- _WHAT IS BEING ASKED_: Repeat every entry exactly as given.
[[ THE DATA, beginning ]]
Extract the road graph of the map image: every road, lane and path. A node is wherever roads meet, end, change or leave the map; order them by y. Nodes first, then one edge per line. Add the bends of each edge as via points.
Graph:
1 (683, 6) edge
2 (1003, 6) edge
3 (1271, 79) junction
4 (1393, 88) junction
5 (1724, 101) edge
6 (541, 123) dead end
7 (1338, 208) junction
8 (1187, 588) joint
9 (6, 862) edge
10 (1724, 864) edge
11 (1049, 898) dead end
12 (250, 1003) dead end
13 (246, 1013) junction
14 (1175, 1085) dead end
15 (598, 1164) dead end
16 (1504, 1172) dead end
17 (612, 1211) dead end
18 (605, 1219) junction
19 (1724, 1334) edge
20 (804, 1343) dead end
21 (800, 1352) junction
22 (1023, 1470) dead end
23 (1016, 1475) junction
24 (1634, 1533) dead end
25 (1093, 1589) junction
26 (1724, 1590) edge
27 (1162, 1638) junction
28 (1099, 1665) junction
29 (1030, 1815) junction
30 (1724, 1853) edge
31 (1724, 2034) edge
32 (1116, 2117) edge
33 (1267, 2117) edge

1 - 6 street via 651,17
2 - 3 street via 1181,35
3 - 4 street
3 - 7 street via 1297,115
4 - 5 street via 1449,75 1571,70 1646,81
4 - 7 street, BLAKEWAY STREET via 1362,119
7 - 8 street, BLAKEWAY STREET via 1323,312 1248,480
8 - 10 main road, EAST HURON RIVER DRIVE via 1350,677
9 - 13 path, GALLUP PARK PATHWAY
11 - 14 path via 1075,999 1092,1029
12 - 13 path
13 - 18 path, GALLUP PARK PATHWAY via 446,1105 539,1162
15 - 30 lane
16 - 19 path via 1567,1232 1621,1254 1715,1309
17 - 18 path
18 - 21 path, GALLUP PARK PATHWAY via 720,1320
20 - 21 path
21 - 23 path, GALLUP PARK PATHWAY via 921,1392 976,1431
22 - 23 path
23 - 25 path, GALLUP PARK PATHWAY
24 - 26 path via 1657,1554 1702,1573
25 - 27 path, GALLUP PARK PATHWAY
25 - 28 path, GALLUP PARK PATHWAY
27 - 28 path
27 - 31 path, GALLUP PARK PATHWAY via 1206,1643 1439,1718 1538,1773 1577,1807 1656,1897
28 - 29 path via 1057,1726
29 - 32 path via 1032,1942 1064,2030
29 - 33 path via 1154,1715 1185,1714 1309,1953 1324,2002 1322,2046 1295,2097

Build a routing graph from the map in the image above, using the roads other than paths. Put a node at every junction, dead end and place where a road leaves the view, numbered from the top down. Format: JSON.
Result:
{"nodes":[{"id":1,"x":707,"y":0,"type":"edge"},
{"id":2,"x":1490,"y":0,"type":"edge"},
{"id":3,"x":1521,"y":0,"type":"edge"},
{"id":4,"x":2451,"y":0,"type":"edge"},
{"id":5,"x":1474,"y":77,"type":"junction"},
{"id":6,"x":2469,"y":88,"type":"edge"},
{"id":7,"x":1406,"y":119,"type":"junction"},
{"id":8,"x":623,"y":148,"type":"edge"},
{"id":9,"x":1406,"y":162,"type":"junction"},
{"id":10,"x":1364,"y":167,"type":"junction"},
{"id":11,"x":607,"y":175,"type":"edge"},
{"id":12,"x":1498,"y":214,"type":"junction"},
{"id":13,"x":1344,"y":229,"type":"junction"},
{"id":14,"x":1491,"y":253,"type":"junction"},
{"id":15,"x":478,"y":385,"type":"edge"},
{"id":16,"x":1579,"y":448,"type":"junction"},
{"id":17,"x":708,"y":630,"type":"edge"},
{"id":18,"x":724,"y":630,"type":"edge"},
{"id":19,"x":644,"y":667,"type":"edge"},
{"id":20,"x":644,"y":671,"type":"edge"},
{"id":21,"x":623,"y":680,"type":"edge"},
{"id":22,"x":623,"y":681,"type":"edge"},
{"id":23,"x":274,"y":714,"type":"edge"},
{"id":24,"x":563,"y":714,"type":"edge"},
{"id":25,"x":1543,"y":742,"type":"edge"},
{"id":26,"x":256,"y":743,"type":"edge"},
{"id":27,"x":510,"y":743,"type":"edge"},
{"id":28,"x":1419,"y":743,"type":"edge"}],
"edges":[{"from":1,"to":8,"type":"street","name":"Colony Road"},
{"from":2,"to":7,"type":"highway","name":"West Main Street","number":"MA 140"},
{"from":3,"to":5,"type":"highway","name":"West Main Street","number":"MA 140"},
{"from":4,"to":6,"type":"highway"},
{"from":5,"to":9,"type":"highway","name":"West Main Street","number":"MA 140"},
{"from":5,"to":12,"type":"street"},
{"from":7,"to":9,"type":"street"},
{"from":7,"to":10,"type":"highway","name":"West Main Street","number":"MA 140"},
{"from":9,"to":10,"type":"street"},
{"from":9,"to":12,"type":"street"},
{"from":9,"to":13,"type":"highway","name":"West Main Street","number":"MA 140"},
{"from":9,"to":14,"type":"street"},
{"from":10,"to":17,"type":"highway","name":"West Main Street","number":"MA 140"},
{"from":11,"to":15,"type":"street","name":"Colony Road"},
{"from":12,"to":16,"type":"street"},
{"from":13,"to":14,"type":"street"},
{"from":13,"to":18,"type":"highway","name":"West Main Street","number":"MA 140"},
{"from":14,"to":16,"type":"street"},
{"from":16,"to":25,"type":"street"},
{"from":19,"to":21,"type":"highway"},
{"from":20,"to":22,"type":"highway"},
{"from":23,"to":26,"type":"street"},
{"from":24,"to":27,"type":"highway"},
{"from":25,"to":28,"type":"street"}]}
[[ THE DATA, end ]]
- _EXERCISE OUTPUT_:
Extract the road graph of the map image: every road, lane and path. A node is wherever roads meet, end, change or leave the map; order them by y. Nodes first, then one edge per line. Add the bends of each edge as via points.
Graph:
1 (683, 6) edge
2 (1003, 6) edge
3 (1271, 79) junction
4 (1393, 88) junction
5 (1724, 101) edge
6 (541, 123) dead end
7 (1338, 208) junction
8 (1187, 588) joint
9 (6, 862) edge
10 (1724, 864) edge
11 (1049, 898) dead end
12 (250, 1003) dead end
13 (246, 1013) junction
14 (1175, 1085) dead end
15 (598, 1164) dead end
16 (1504, 1172) dead end
17 (612, 1211) dead end
18 (605, 1219) junction
19 (1724, 1334) edge
20 (804, 1343) dead end
21 (800, 1352) junction
22 (1023, 1470) dead end
23 (1016, 1475) junction
24 (1634, 1533) dead end
25 (1093, 1589) junction
26 (1724, 1590) edge
27 (1162, 1638) junction
28 (1099, 1665) junction
29 (1030, 1815) junction
30 (1724, 1853) edge
31 (1724, 2034) edge
32 (1116, 2117) edge
33 (1267, 2117) edge

1 - 6 street via 651,17
2 - 3 street via 1181,35
3 - 4 street
3 - 7 street via 1297,115
4 - 5 street via 1449,75 1571,70 1646,81
4 - 7 street, BLAKEWAY STREET via 1362,119
7 - 8 street, BLAKEWAY STREET via 1323,312 1248,480
8 - 10 main road, EAST HURON RIVER DRIVE via 1350,677
9 - 13 path, GALLUP PARK PATHWAY
11 - 14 path via 1075,999 1092,1029
12 - 13 path
13 - 18 path, GALLUP PARK PATHWAY via 446,1105 539,1162
15 - 30 lane
16 - 19 path via 1567,1232 1621,1254 1715,1309
17 - 18 path
18 - 21 path, GALLUP PARK PATHWAY via 720,1320
20 - 21 path
21 - 23 path, GALLUP PARK PATHWAY via 921,1392 976,1431
22 - 23 path
23 - 25 path, GALLUP PARK PATHWAY
24 - 26 path via 1657,1554 1702,1573
25 - 27 path, GALLUP PARK PATHWAY
25 - 28 path, GALLUP PARK PATHWAY
27 - 28 path
27 - 31 path, GALLUP PARK PATHWAY via 1206,1643 1439,1718 1538,1773 1577,1807 1656,1897
28 - 29 path via 1057,1726
29 - 32 path via 1032,1942 1064,2030
29 - 33 path via 1154,1715 1185,1714 1309,1953 1324,2002 1322,2046 1295,2097

Build a routing graph from the map in the image above, using the roads other than paths. Put a node at every junction, dead end and place where a road leaves the view, numbered from the top down. Format: JSON.
Result:
{"nodes":[{"id":1,"x":707,"y":0,"type":"edge"},
{"id":2,"x":1490,"y":0,"type":"edge"},
{"id":3,"x":1521,"y":0,"type":"edge"},
{"id":4,"x":2451,"y":0,"type":"edge"},
{"id":5,"x":1474,"y":77,"type":"junction"},
{"id":6,"x":2469,"y":88,"type":"edge"},
{"id":7,"x":1406,"y":119,"type":"junction"},
{"id":8,"x":623,"y":148,"type":"edge"},
{"id":9,"x":1406,"y":162,"type":"junction"},
{"id":10,"x":1364,"y":167,"type":"junction"},
{"id":11,"x":607,"y":175,"type":"edge"},
{"id":12,"x":1498,"y":214,"type":"junction"},
{"id":13,"x":1344,"y":229,"type":"junction"},
{"id":14,"x":1491,"y":253,"type":"junction"},
{"id":15,"x":478,"y":385,"type":"edge"},
{"id":16,"x":1579,"y":448,"type":"junction"},
{"id":17,"x":708,"y":630,"type":"edge"},
{"id":18,"x":724,"y":630,"type":"edge"},
{"id":19,"x":644,"y":667,"type":"edge"},
{"id":20,"x":644,"y":671,"type":"edge"},
{"id":21,"x":623,"y":680,"type":"edge"},
{"id":22,"x":623,"y":681,"type":"edge"},
{"id":23,"x":274,"y":714,"type":"edge"},
{"id":24,"x":563,"y":714,"type":"edge"},
{"id":25,"x":1543,"y":742,"type":"edge"},
{"id":26,"x":256,"y":743,"type":"edge"},
{"id":27,"x":510,"y":743,"type":"edge"},
{"id":28,"x":1419,"y":743,"type":"edge"}],
"edges":[{"from":1,"to":8,"type":"street","name":"Colony Road"},
{"from":2,"to":7,"type":"highway","name":"West Main Street","number":"MA 140"},
{"from":3,"to":5,"type":"highway","name":"West Main Street","number":"MA 140"},
{"from":4,"to":6,"type":"highway"},
{"from":5,"to":9,"type":"highway","name":"West Main Street","number":"MA 140"},
{"from":5,"to":12,"type":"street"},
{"from":7,"to":9,"type":"street"},
{"from":7,"to":10,"type":"highway","name":"West Main Street","number":"MA 140"},
{"from":9,"to":10,"type":"street"},
{"from":9,"to":12,"type":"street"},
{"from":9,"to":13,"type":"highway","name":"West Main Street","number":"MA 140"},
{"from":9,"to":14,"type":"street"},
{"from":10,"to":17,"type":"highway","name":"West Main Street","number":"MA 140"},
{"from":11,"to":15,"type":"street","name":"Colony Road"},
{"from":12,"to":16,"type":"street"},
{"from":13,"to":14,"type":"street"},
{"from":13,"to":18,"type":"highway","name":"West Main Street","number":"MA 140"},
{"from":14,"to":16,"type":"street"},
{"from":16,"to":25,"type":"street"},
{"from":19,"to":21,"type":"highway"},
{"from":20,"to":22,"type":"highway"},
{"from":23,"to":26,"type":"street"},
{"from":24,"to":27,"type":"highway"},
{"from":25,"to":28,"type":"street"}]}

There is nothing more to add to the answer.